Whatever the reason, it is relatively easy to erase a hard drive completely, but it takes some special tools to make sure the data you’ve gotten rid of can’t be recovered. To understand why, it’s first important to understand how hard drives function, and most importantly how the delete key or recycling bin on your computer works. Many people think that by moving a file to the trash and erasing it, they’ve erased it completely, but in fact it takes quite a bit more than that to erase a hard drive or anything from it.
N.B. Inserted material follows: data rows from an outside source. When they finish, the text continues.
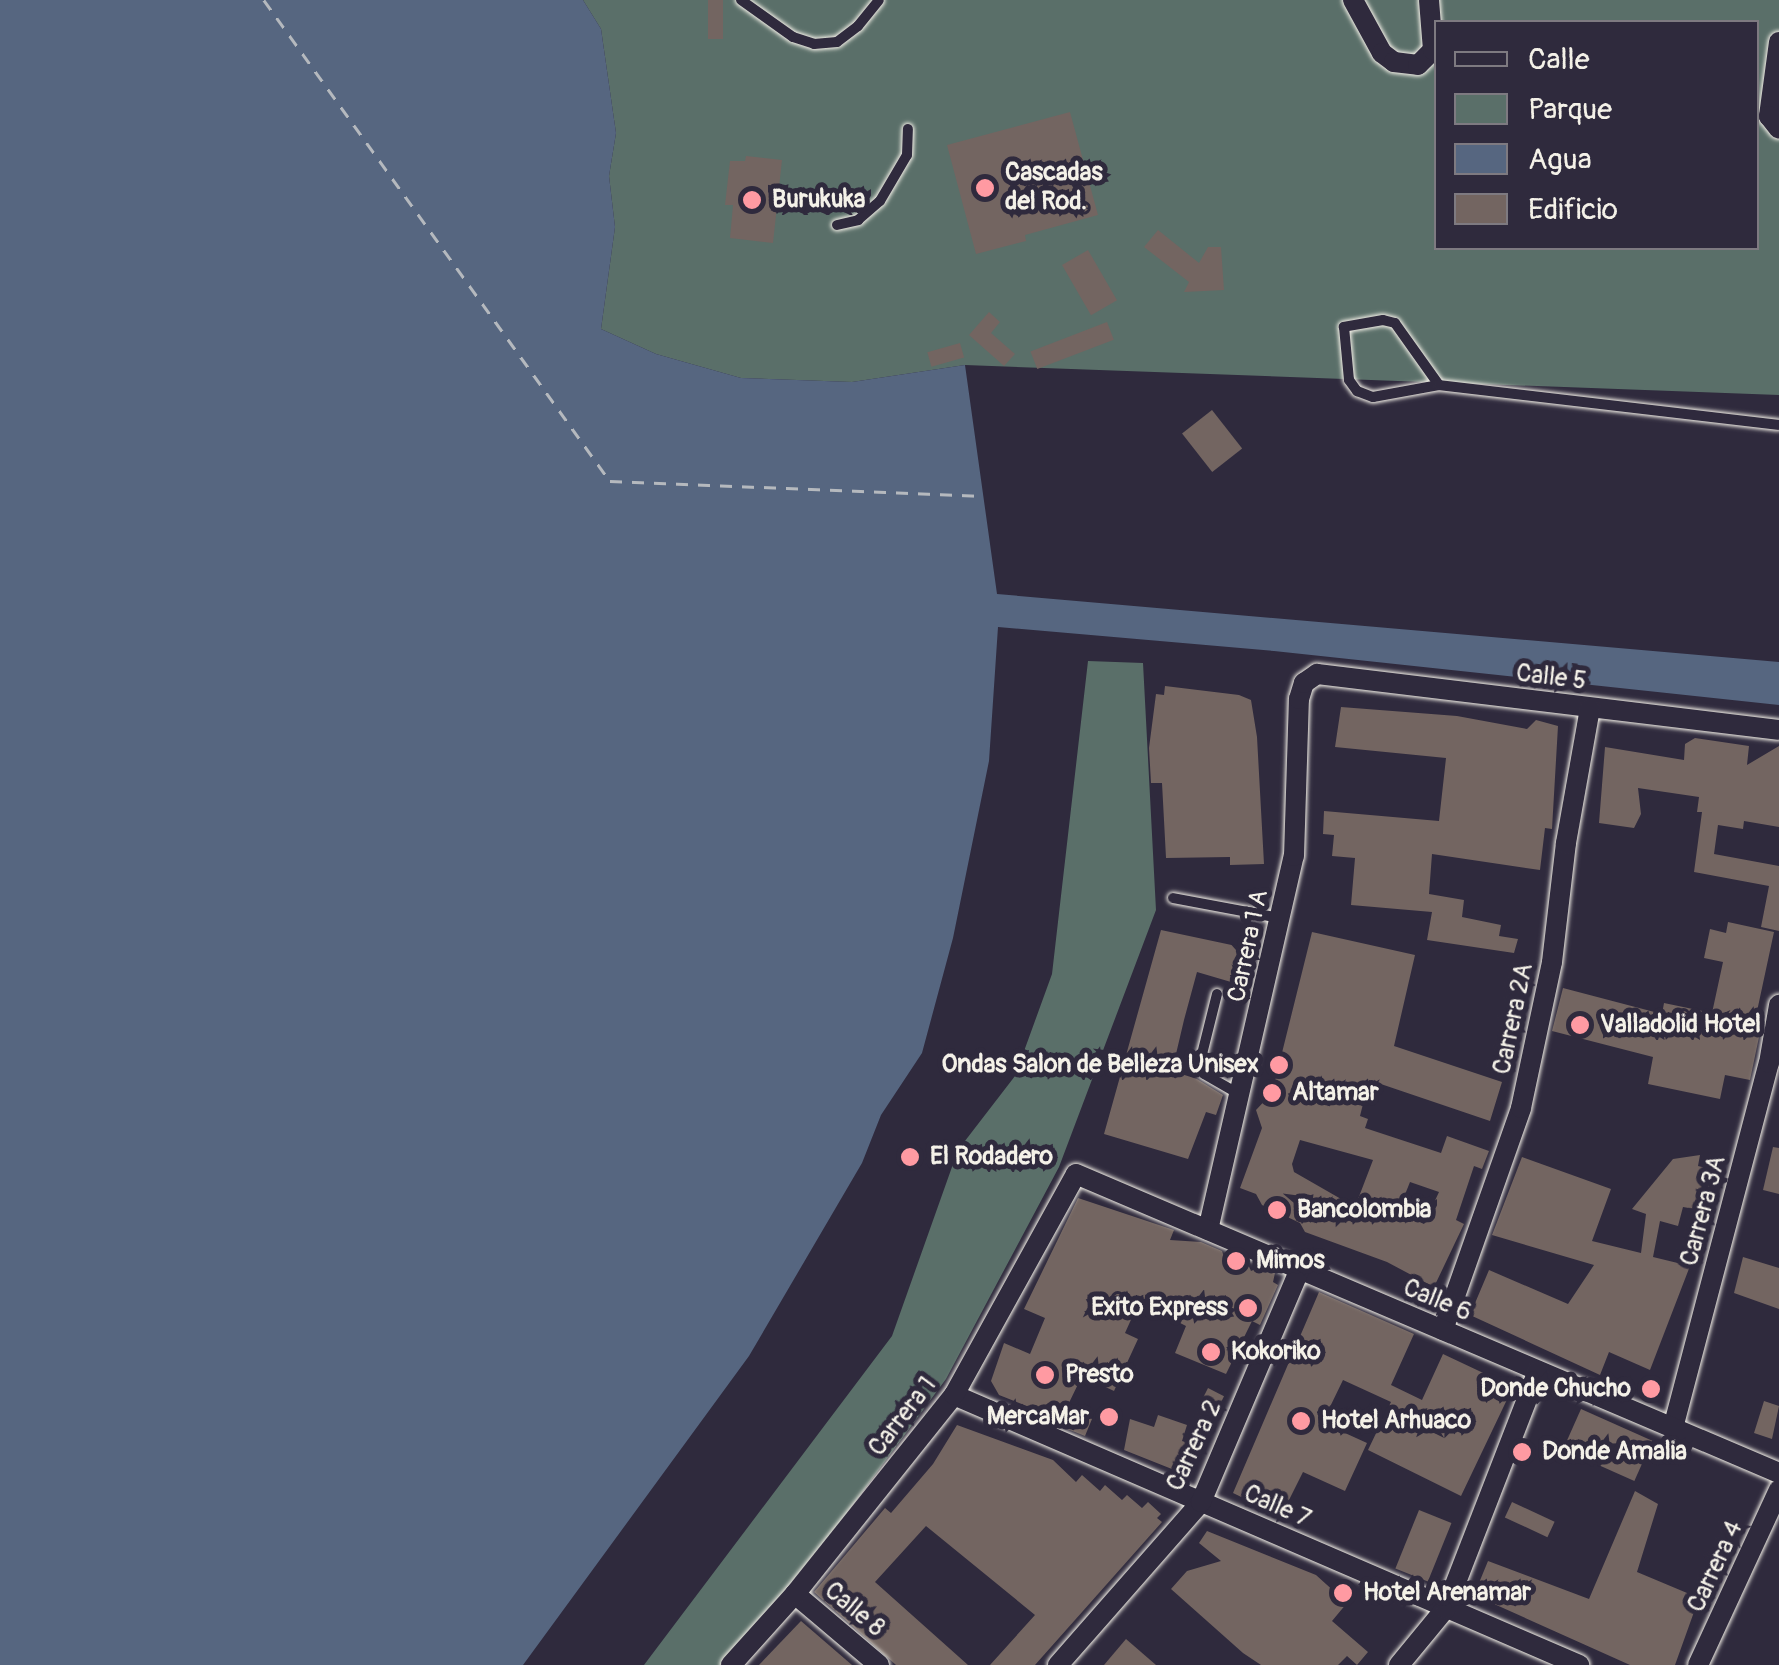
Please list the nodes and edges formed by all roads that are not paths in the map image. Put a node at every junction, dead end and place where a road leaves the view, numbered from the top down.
1 (740, 0) edge
2 (879, 0) edge
3 (1353, 0) edge
4 (1429, 0) edge
5 (1779, 42) edge
6 (908, 129) dead end
7 (1779, 130) edge
8 (837, 226) dead end
9 (1440, 386) junction
10 (1779, 425) edge
11 (1316, 674) joint
12 (1590, 708) junction
13 (1779, 730) edge
14 (1173, 898) dead end
15 (1282, 918) junction
16 (1216, 994) dead end
17 (1779, 1005) edge
18 (1240, 1095) junction
19 (1076, 1174) joint
20 (1208, 1230) junction
21 (1300, 1269) junction
22 (1443, 1330) junction
23 (1538, 1371) junction
24 (954, 1395) junction
25 (1673, 1428) junction
26 (1779, 1474) edge
27 (1779, 1490) edge
28 (1201, 1502) junction
29 (796, 1594) junction
30 (1446, 1608) junction
31 (731, 1665) edge
32 (880, 1665) edge
33 (1058, 1665) edge
34 (1399, 1665) edge
35 (1580, 1665) edge
36 (1698, 1665) edge

1 - 2 lane
3 - 4 street
5 - 7 street
6 - 8 lane
9 - 9 lane
9 - 10 lane
11 - 12 street, Calle 5
11 - 15 street, Carrera 1 A
12 - 13 street, Calle 5
12 - 22 street, Carrera 2A
14 - 15 lane
15 - 18 street, Carrera 1 A
16 - 18 lane
17 - 25 street, Carrera 3A
18 - 20 street, Carrera 1 A
19 - 20 street, Calle 6
19 - 24 street, Carrera 1
20 - 21 street, Calle 6
21 - 22 street, Calle 6
21 - 28 street, Carrera 2
22 - 23 street, Calle 6
23 - 25 street, Calle 6
23 - 30 street
24 - 28 street, Calle 7
24 - 29 street, Carrera 1
25 - 26 street, Calle 6
27 - 36 street, Carrera 4
28 - 30 street, Calle 7
28 - 33 street, Carrera 2
29 - 31 street, Carrera 1
29 - 32 street, Calle 8
30 - 34 street
30 - 35 street, Calle 7

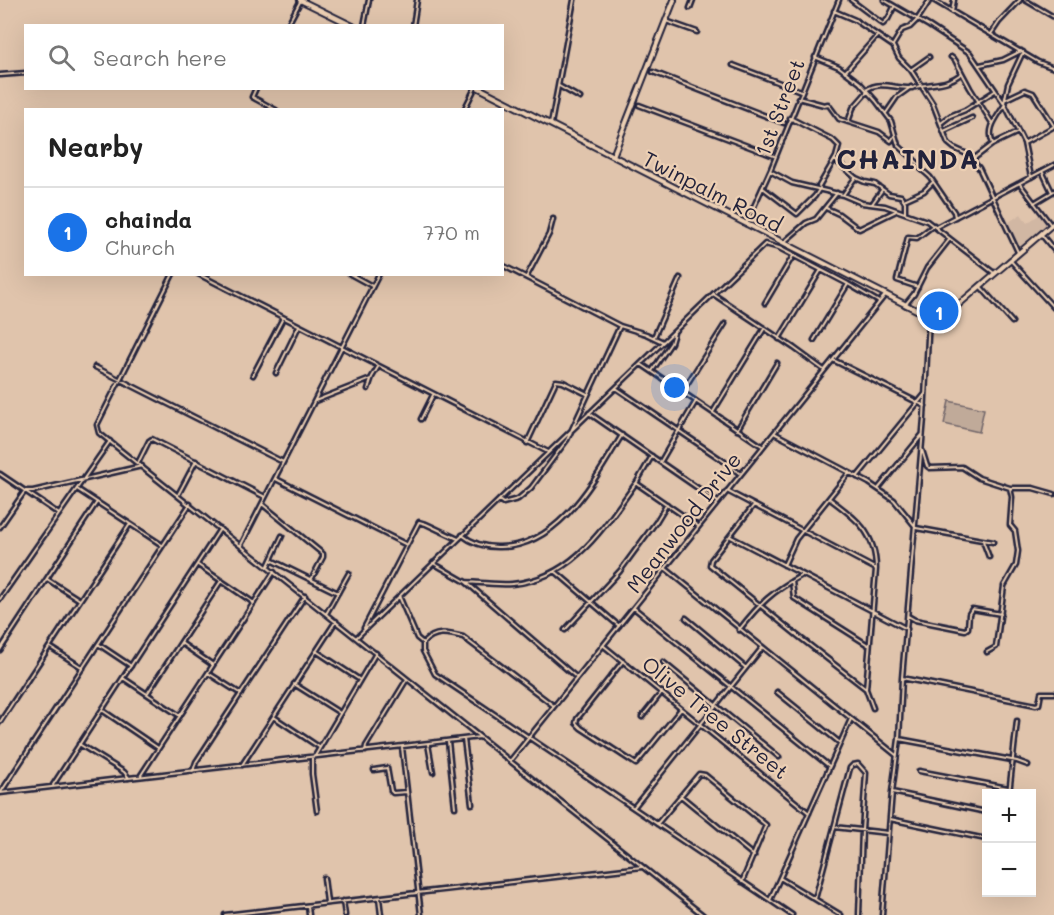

Hard drives consist of lots of data, which is marked in different ways. Files that are accessible are marked on the hard drive as space that is being used, and this means that when new files are created or existing files are changed, none of these files will be accidentally overwritten. When you move a file to the trash or recycling bin and empty it, you tell the computer to change the way that space on the hard drive is marked. The data is not actually removed, but in the future new data may overwrite it. If no data does overwrite it, however, it can be recovered quite easily using special software. Even if parts of the files are overwritten, often enough data can be recovered to reassemble large parts of documents.
To completely erase a hard drive, therefore, you need to not only mark the sections on the hard drive as ones that can be overwritten, you need to overwrite them completely. One way to do this, without special tools, is to use the built in disk utilities in Windows, Mac OSX, or Linux, to format the hard drive. Although not complete, a Full Format will largely overwrite everything, ensuring a fair level of erasure. This is often enough for people who just want to pass their computers on to charity, a friend, or to recycle them, and don’t have any truly sensitive documents on them.
For businesses or government employees, however, it may be important to ensure that when you erase a hard drive it stays erased even in the face of devoted attempts to recover the data. To do this, you’ll need a special piece of software, known as a data dump program or a disk wiping program. This program will overwrite the entire hard drive over and over again with completely random data, ensuring that almost nothing remains of the original. Different programs and standards differ in their degrees of completeness, ranging from medium to high-security forms. The most common standard, used by the US government, is the DoD 5220.22-M standard, which overwrites three times, first inscribing 1s on every bit of the drive, then 0s on every bit, and finally a government code of 246.